Rating: 4
Description: In Bixby, Oklahoma, there is a small group of teenaged outsiders who are able to access a "secret hour" that occurs at midnight. At midnight the whole world freezes and only these select few, born at exactly midnight, can walk around in the secret hour. But there are supernatural creatures (dubbed "slithers" by the teens) that also inhabit the secret hour, and they are trying to find their way out of their hour and into the other twenty-four. It is up to the "Midnighters" to use their individual unique supernatural powers to stop them from overrunning the "real world". Jessica Day is new in town, and she knows nothing about the secret hour and creatures that inhabit it, so when a nighttime rain shower ceases all of a sudden, raindrops suspended in air, Jessica believes it's a dream. But, as she soon discovers, it isn't a dream, and Jessica, for some unfathomable reason, is on the slither hit list. She'll have to learn fast in order to take her place as the one Midnighter who can save them all.

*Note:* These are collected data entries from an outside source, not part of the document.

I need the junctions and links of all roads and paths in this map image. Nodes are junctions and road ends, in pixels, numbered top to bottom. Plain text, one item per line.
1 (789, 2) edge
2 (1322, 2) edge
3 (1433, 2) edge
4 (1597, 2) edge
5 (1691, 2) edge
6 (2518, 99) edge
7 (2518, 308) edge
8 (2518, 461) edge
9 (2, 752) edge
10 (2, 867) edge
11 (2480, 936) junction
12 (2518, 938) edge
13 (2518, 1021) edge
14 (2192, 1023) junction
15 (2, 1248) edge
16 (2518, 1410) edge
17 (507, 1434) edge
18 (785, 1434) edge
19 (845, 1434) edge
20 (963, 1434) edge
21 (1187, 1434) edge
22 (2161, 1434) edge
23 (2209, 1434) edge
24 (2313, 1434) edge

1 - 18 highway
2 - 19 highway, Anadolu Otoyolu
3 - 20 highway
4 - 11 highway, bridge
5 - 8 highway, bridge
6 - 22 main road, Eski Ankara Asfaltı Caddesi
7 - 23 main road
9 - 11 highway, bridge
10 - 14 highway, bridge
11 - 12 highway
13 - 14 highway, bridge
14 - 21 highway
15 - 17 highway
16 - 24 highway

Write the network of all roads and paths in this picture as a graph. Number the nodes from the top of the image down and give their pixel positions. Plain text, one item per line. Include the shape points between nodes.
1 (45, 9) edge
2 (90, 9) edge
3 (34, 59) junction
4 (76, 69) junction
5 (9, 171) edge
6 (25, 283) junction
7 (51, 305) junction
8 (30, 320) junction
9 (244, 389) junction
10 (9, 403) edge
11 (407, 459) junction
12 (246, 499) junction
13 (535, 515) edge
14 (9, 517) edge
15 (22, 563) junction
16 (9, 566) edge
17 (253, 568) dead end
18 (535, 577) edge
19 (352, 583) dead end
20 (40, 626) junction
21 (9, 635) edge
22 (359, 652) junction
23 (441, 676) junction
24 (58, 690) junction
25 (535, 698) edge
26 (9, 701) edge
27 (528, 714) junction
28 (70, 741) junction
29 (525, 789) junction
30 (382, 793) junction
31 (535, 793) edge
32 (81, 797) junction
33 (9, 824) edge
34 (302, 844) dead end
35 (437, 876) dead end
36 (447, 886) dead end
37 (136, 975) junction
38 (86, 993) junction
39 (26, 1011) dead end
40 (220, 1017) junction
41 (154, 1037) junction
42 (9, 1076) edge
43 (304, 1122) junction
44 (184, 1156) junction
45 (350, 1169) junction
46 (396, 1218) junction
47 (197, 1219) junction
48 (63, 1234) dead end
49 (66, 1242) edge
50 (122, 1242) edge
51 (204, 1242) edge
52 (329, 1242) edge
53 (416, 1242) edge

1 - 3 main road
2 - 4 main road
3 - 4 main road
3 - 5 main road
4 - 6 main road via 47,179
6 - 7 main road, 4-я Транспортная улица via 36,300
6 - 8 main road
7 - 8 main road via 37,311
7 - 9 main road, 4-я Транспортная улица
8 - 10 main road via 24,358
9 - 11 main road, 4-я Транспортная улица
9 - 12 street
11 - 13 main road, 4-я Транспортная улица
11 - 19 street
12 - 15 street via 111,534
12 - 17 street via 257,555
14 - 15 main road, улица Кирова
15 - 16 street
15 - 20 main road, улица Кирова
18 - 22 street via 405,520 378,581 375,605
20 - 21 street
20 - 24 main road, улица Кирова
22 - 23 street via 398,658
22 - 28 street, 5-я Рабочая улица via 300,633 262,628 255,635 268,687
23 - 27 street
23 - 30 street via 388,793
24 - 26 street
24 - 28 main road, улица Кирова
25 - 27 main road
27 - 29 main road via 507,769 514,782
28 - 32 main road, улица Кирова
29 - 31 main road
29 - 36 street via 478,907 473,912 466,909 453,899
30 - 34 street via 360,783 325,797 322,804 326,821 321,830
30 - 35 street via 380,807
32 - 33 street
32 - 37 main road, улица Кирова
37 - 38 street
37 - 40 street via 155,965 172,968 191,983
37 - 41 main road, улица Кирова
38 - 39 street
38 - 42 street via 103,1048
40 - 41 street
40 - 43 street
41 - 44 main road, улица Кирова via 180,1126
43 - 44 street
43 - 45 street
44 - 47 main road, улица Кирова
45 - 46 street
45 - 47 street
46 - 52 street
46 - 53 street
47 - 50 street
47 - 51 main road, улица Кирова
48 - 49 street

Review: It's hard to find a new science fiction concept these days, but Scott Westerfeld succeeds admirably in "The Secret Hour." The book is a little hard to get into, as the character that the book opens with is perhaps the hardest to relate to, but once Jessica and the other Midnighters take their turns as the focus, the book takes a definite upswing. The "powers" that each Midnighter possesses are interesting and unique. I particularly like that one of the powers is numbers, which you wouldn't normally think of as supernatural. I love that "uncontaminated" objects (things that haven't been touched by slithers) infused with the power of thirteen-letter words are the only weapons that can defeat the slithers. The plot is interesting, and the ending will leave the reader hungering for the next installment. "The Secret Hour" is a great read for the science fiction fan looking for something different.